Visual motion perception from a moving observer is the most often encountered case in real life situations. It is a complex and challenging problem, although, it can promote the arising of new applications.
1) Implement two traditional optical flow techniques with multichannel and multiresolution with refinement approaches, namely: (Local) Lucas-Kanade and (Global) Horn-Schunck.
2) Consider the following metrics to assess the quality of your implementation:
Average angular error (AAE) and standard deviation
Average end-point error (EPE) and standard deviation
3) Discuss the results, taking into consideration the following paper:
Andry et al. (2013), Revisiting Lucas-Kanade and Horn-Schunck, Journal of Computer Engineering and Informatics, Apr. 2013, Vol. 1 Iss. 2, PP. 23-29.
Results must be provided as a table.
4) Consider the image sequences for this project and estimate the optical flow using these two techniques. Produce two videos per image sequence showing the magnitude and orientation of the flow using the color scheme presented in the lectures. Discuss the results obtained.
Image sequences for this project:
Forest_15_3b_Videvo
Forest_15_4_Videvo
Project 2 – Denoising a video sequence.
The presence of noise in videos affects subsequent image processing phases, such as three dimensional reconstruction, registration, classification of objects, motion segmentation and
analysis, tracking, identification and recognition of humans. Thus, denoising is an extremely
important pre-processing phase that is used to improve the perceptual appearance of images;
however, a trade-off between noise reduction and data preservation is important to enhance
the characteristics of images that are relevant for high level algorithms
1) Implement the robust bilateral and temporal filter (RBLT) for denoising a video sequence.

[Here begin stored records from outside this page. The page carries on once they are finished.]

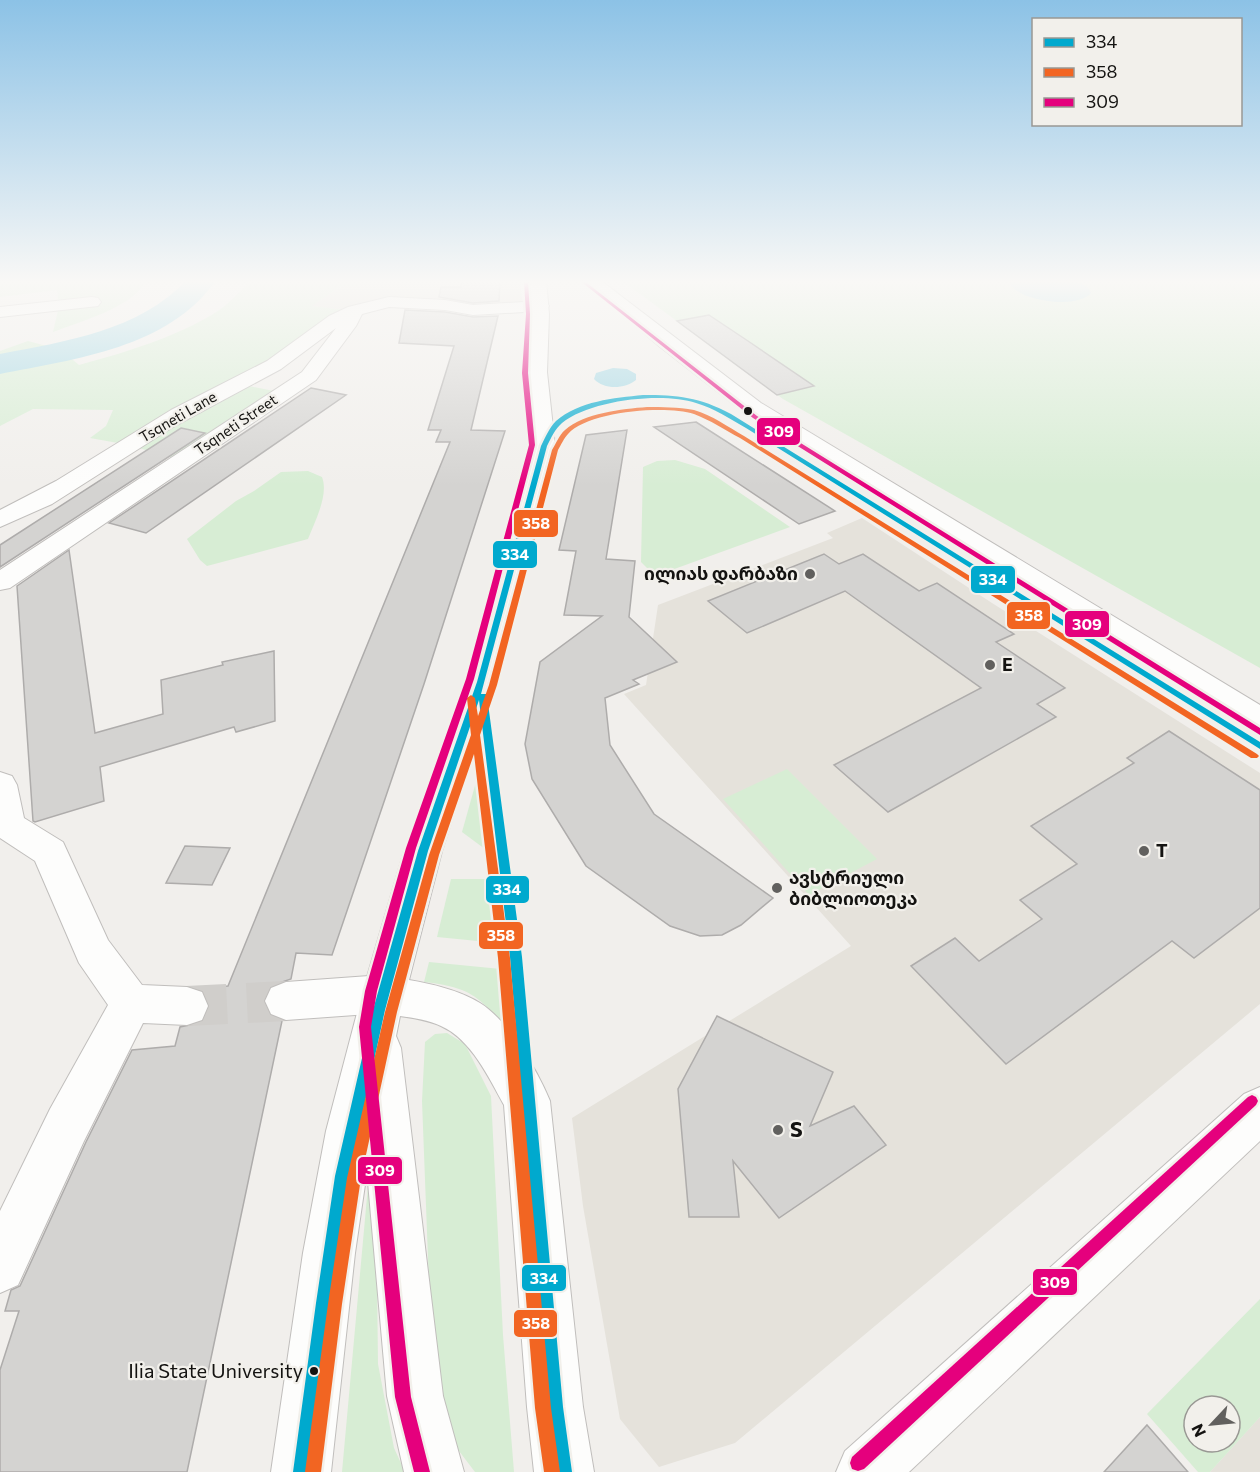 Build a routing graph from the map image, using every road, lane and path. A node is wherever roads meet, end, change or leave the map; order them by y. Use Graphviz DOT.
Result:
graph roads {
  1 [pos="296,349"];
  2 [pos="330,349"];
  3 [pos="538,349"];
  4 [pos="675,349"];
  5 [pos="0,519"];
  6 [pos="0,582"];
  7 [pos="1260,720"];
  8 [pos="0,785"];
  9 [pos="286,1001"];
  10 [pos="131,1003"];
  11 [pos="186,1006"];
  12 [pos="380,1011"];
  13 [pos="1260,1110"];
  14 [pos="0,1267"];
  15 [pos="555,1407"];
  16 [pos="300,1472"];
  17 [pos="434,1472"];
  18 [pos="564,1472"];
  19 [pos="577,1472"];
  20 [pos="866,1472"];
  1 -- 5 [label="main road, Tsqneti Lane"];
  2 -- 6 [label="main road, Tsqneti Street"];
  3 -- 12 [label="main road"];
  4 -- 7 [label="main road"];
  8 -- 10 [label="main road"];
  9 -- 12 [label="main road"];
  10 -- 11 [label="main road"];
  10 -- 14 [label="main road"];
  12 -- 15 [label="main road"];
  12 -- 16 [label="main road"];
  12 -- 17 [label="main road"];
  13 -- 20 [label="main road"];
  15 -- 18 [label="main road"];
  15 -- 19 [label="main road"];
}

Spatial and temporal components are incorporated into the filter formulation, which increases
the filter's ability to remove strong noise components. Consider the Geman-Mcclure or the
Charbonnier as error norms for M-Estimators.
2) Consider the following evaluation metrics to assess the quality of your implementation:
- SIIM
- PNSR
The original image (distortion-free or reference), must be compared to the distorted image,
using these two evaluation metrics. The distorted image is obtained by corrupting the original
image with a distinct noise configuration (Salt-Pepper and Gaussian Noise) and then, the image
sample is filtered by each filter, individually. The level of noise that should be added to each
original image is 20 to 40 of standard deviation for Gaussian noise and 10 to 30% for the SaltPepper noise. Results must be provided graphically.
3) Discuss the results by taking into consideration the median and Gaussian filter. You can also
consider the following paper: Andry et al. (2013), Enhancing dynamic videos for surveillance and
robotic applications: The robust bilateral and temporal filter, Signal Processing: Image
Communication, Elsevier, 2014.
4) Consider the image sequences for this project and estimate the optical flow using these two
techniques. Produce two videos per image sequence showing the magnitude and orientation of
the flow using the color scheme presented in the lectures. Discuss the results obtained.
Image sequences for this project:
- mlky_6
- 210329_06A_Bali_4k_004
- Saint_Barthelemy_2
Project 3 – Captcha decoding.
A CAPTCHA (Completely Automated Public Touring test to Tell Computers and Humans Apart) is
a commonly used feature in web applications to block non-human access. CAPTCHAs' purpose
is to prevent spam on websites, such as promotion spam, registration spam, and data scraping,
and bots are less likely to abuse websites with spamming if those websites use CAPTCHA. Many
websites use CAPTCHA to prevent bot raiding, and it works effectively. CAPTCHA's design is that
humans can complete CAPTCHAs, while most robots can't.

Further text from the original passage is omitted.